Of course, that sense of uncertainty originates from several sources. The simple earthiness of man-made violence remains potent and was stepped up a gear this week with the extended flashback of Billy Pettigrew’s pathetic last night on earth. The thoroughgoing unpleasantness of this character was exposed and emphasised through his capacity for insult, self-pity and brutality. His assault on Elena was uncomfortably explicit to an almost unnecessary degree and left us with the sense that the worst thing about the polar bear attack is that the poor bear might have been left with some bits in his teeth.

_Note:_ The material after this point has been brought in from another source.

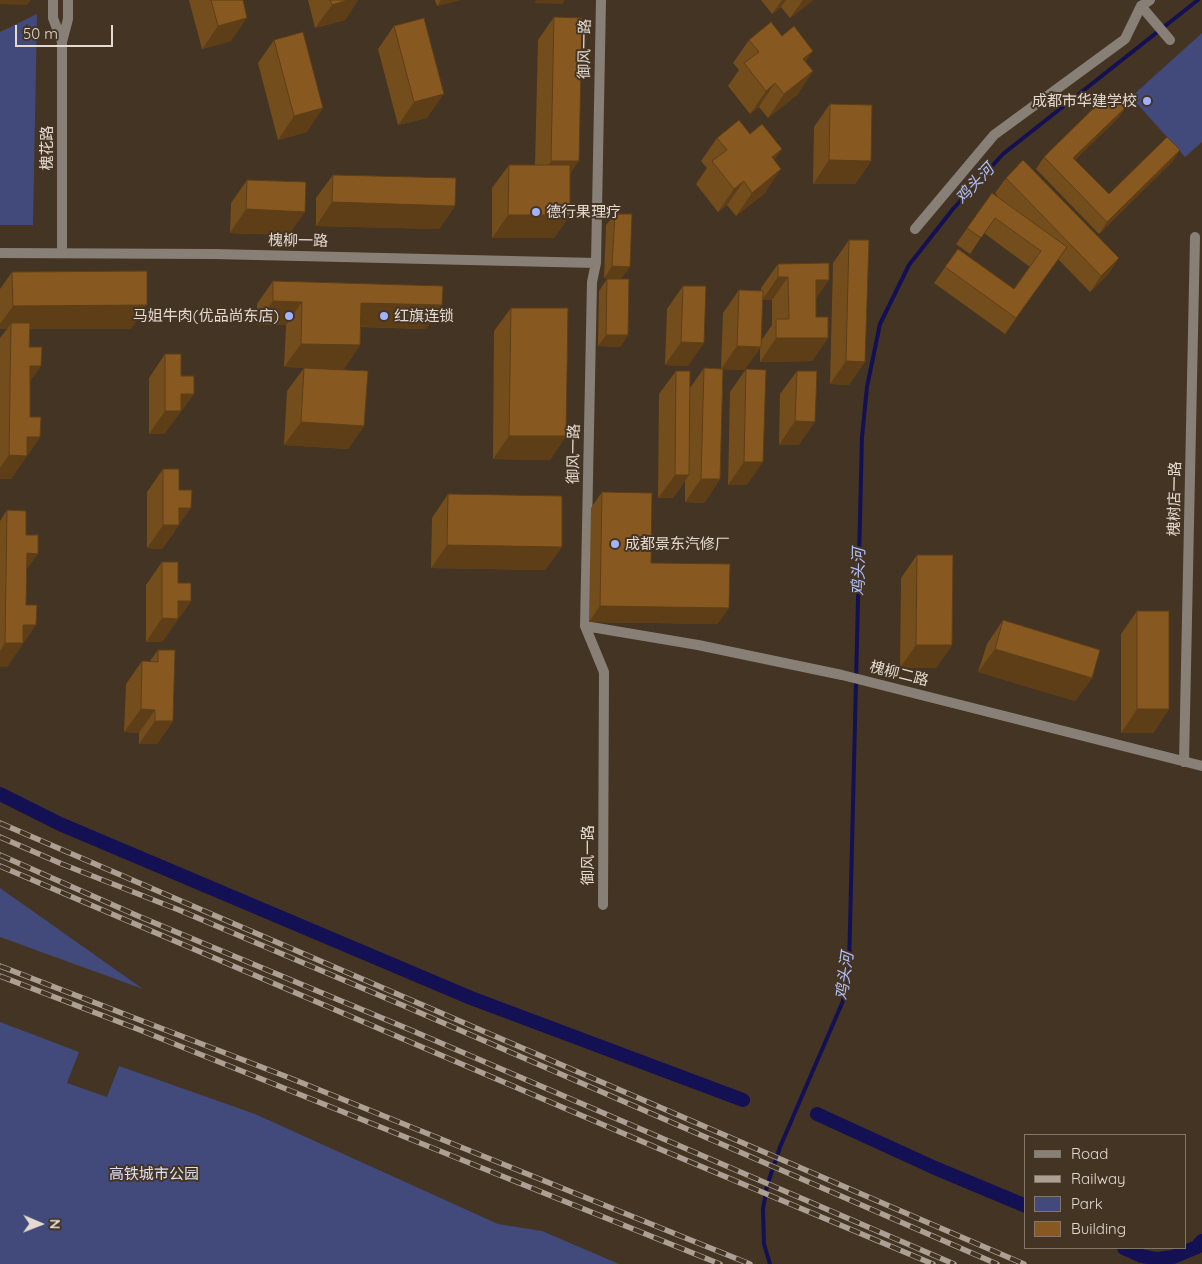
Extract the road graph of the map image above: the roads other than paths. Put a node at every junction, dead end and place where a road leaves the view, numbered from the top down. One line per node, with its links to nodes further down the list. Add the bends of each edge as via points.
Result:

He, Pettigrew, won’t be missed and it comes as no surprise that the remaining residents of Fortitude were so disinclined to help solve the mystery of his death.
Well, that and their general tendency to insularity. Hildur’s political PR problems have been an under-explored element of the narrative thus far, operating as mere shading to the town’s unique social culture but here they seemed to develop into a generalised ennui. Anderssen’s reporting of the events on the ice aroused barely a flicker of interest and she advised him that more police will come in a manner of such resignation that it is difficult to escape the conclusion that the twin disappointments of her professional and personal life have left her with no fight of her own.
It’s a dangerous time to succumb to that kind of thinking, especially when further man-made violence is promised by the antics of Max and Yuri, now in possession of the ice drill, and Jason’s post-traumatic reactions to his encounter with the strange entity that remains the show’s final mystery. The rapid detective work of the two scientists packed in an awful lot of just-plausible-enough thinking into a strand that works best as obscure pseudoscientific body horror. I’m not sure that a through explanation is really required, not when the results are as deeply unsettling as all this. The throbbing buboes and clouds of flies add a layer of queasiness to something that is uncertain enough as it is. There are a lot of plates still spinning as we enter the final instalment and, more than ever before, we can be certain that no one is safe.